=== TASK STATEMENT ===
The data below should be printed in full, exactly, and without any of its images.

=== DATASET RECORDS ===
____

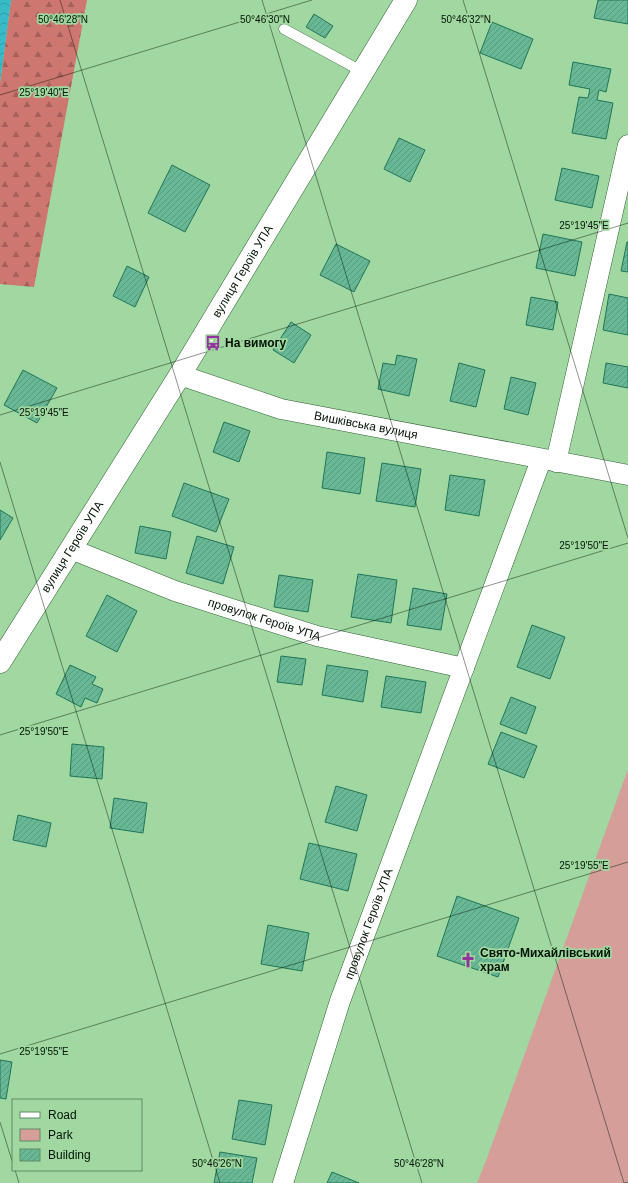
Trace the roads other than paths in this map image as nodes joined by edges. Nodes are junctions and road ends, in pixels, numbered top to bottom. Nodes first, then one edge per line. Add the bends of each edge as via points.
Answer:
1 (406, 0) edge
2 (284, 29) dead end
3 (363, 72) junction
4 (628, 145) edge
5 (180, 375) junction
6 (548, 461) junction
7 (628, 475) edge
8 (71, 548) junction
9 (0, 662) edge
10 (464, 668) junction
11 (283, 1183) edge

1 - 3 street, вулиця Героїв УПА
2 - 3 lane
3 - 5 street, вулиця Героїв УПА
4 - 6 street
5 - 6 street, Вишківська вулиця via 281,409
5 - 8 street, вулиця Героїв УПА
6 - 7 street, Вишківська вулиця
6 - 10 street, провулок Героїв УПА
8 - 9 street, вулиця Героїв УПА
8 - 10 street, провулок Героїв УПА via 175,591 317,636
10 - 11 street, провулок Героїв УПА via 340,1001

____

=== TASK OUTPUT ===
Trace the roads other than paths in this map image as nodes joined by edges. Nodes are junctions and road ends, in pixels, numbered top to bottom. Nodes first, then one edge per line. Add the bends of each edge as via points.
Answer:
1 (406, 0) edge
2 (284, 29) dead end
3 (363, 72) junction
4 (628, 145) edge
5 (180, 375) junction
6 (548, 461) junction
7 (628, 475) edge
8 (71, 548) junction
9 (0, 662) edge
10 (464, 668) junction
11 (283, 1183) edge

1 - 3 street, вулиця Героїв УПА
2 - 3 lane
3 - 5 street, вулиця Героїв УПА
4 - 6 street
5 - 6 street, Вишківська вулиця via 281,409
5 - 8 street, вулиця Героїв УПА
6 - 7 street, Вишківська вулиця
6 - 10 street, провулок Героїв УПА
8 - 9 street, вулиця Героїв УПА
8 - 10 street, провулок Героїв УПА via 175,591 317,636
10 - 11 street, провулок Героїв УПА via 340,1001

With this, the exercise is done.